(TO DO)
Every record below must be written out exactly. Leave out the pictures.

····················

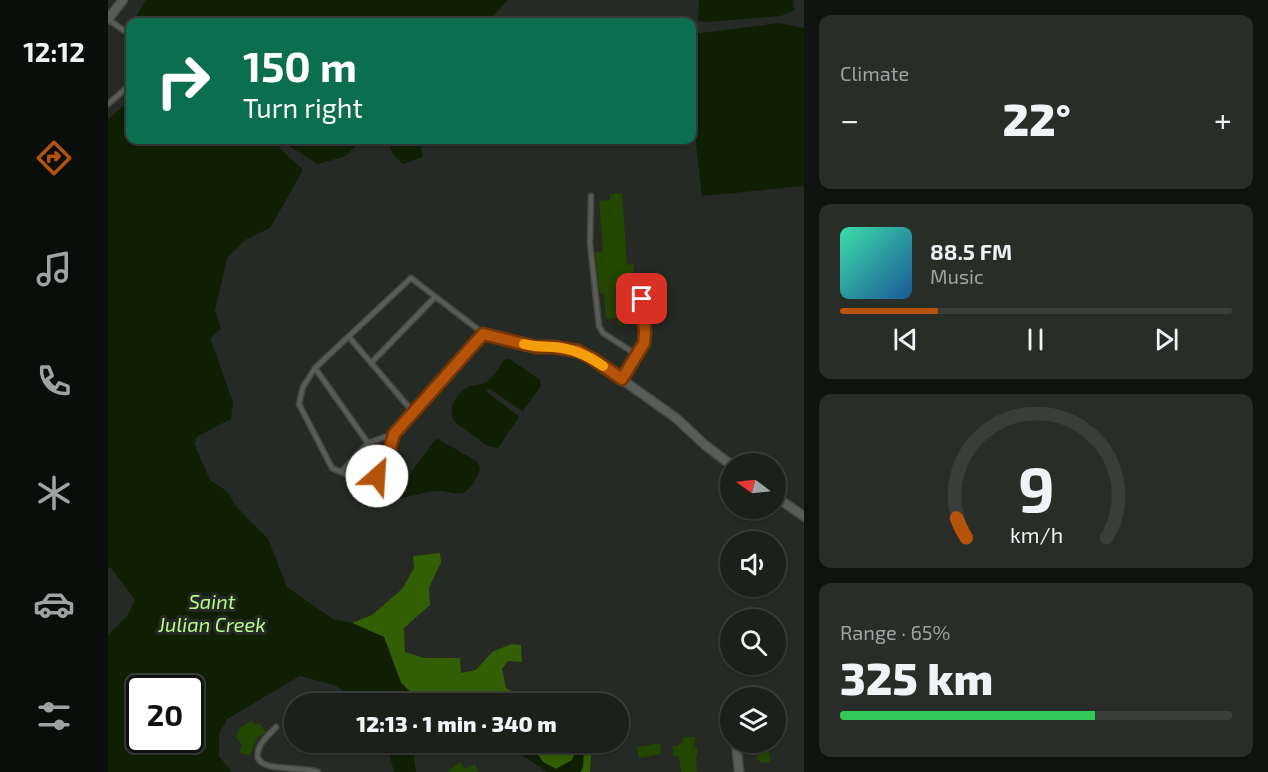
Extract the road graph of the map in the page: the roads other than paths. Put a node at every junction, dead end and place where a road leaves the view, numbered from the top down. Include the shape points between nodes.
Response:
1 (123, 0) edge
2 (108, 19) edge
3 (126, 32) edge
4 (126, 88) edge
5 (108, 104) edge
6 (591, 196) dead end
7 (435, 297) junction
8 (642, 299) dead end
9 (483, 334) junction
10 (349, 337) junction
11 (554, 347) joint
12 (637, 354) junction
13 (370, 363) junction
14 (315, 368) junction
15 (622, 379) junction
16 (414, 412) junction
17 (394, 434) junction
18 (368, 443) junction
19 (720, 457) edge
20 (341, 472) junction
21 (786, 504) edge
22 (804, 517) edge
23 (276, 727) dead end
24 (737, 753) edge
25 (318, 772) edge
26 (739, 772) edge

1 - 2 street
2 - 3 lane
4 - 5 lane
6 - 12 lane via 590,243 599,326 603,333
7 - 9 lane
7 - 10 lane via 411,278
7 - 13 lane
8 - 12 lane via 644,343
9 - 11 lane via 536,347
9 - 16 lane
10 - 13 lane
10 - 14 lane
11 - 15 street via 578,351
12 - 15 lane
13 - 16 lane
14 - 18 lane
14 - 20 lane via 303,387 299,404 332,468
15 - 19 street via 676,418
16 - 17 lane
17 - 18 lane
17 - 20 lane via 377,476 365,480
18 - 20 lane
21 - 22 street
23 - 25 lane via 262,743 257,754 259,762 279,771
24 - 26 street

····················

(ANSWER TO THIS TASK)
Extract the road graph of the map in the page: the roads other than paths. Put a node at every junction, dead end and place where a road leaves the view, numbered from the top down. Include the shape points between nodes.
Response:
1 (123, 0) edge
2 (108, 19) edge
3 (126, 32) edge
4 (126, 88) edge
5 (108, 104) edge
6 (591, 196) dead end
7 (435, 297) junction
8 (642, 299) dead end
9 (483, 334) junction
10 (349, 337) junction
11 (554, 347) joint
12 (637, 354) junction
13 (370, 363) junction
14 (315, 368) junction
15 (622, 379) junction
16 (414, 412) junction
17 (394, 434) junction
18 (368, 443) junction
19 (720, 457) edge
20 (341, 472) junction
21 (786, 504) edge
22 (804, 517) edge
23 (276, 727) dead end
24 (737, 753) edge
25 (318, 772) edge
26 (739, 772) edge

1 - 2 street
2 - 3 lane
4 - 5 lane
6 - 12 lane via 590,243 599,326 603,333
7 - 9 lane
7 - 10 lane via 411,278
7 - 13 lane
8 - 12 lane via 644,343
9 - 11 lane via 536,347
9 - 16 lane
10 - 13 lane
10 - 14 lane
11 - 15 street via 578,351
12 - 15 lane
13 - 16 lane
14 - 18 lane
14 - 20 lane via 303,387 299,404 332,468
15 - 19 street via 676,418
16 - 17 lane
17 - 18 lane
17 - 20 lane via 377,476 365,480
18 - 20 lane
21 - 22 street
23 - 25 lane via 262,743 257,754 259,762 279,771
24 - 26 street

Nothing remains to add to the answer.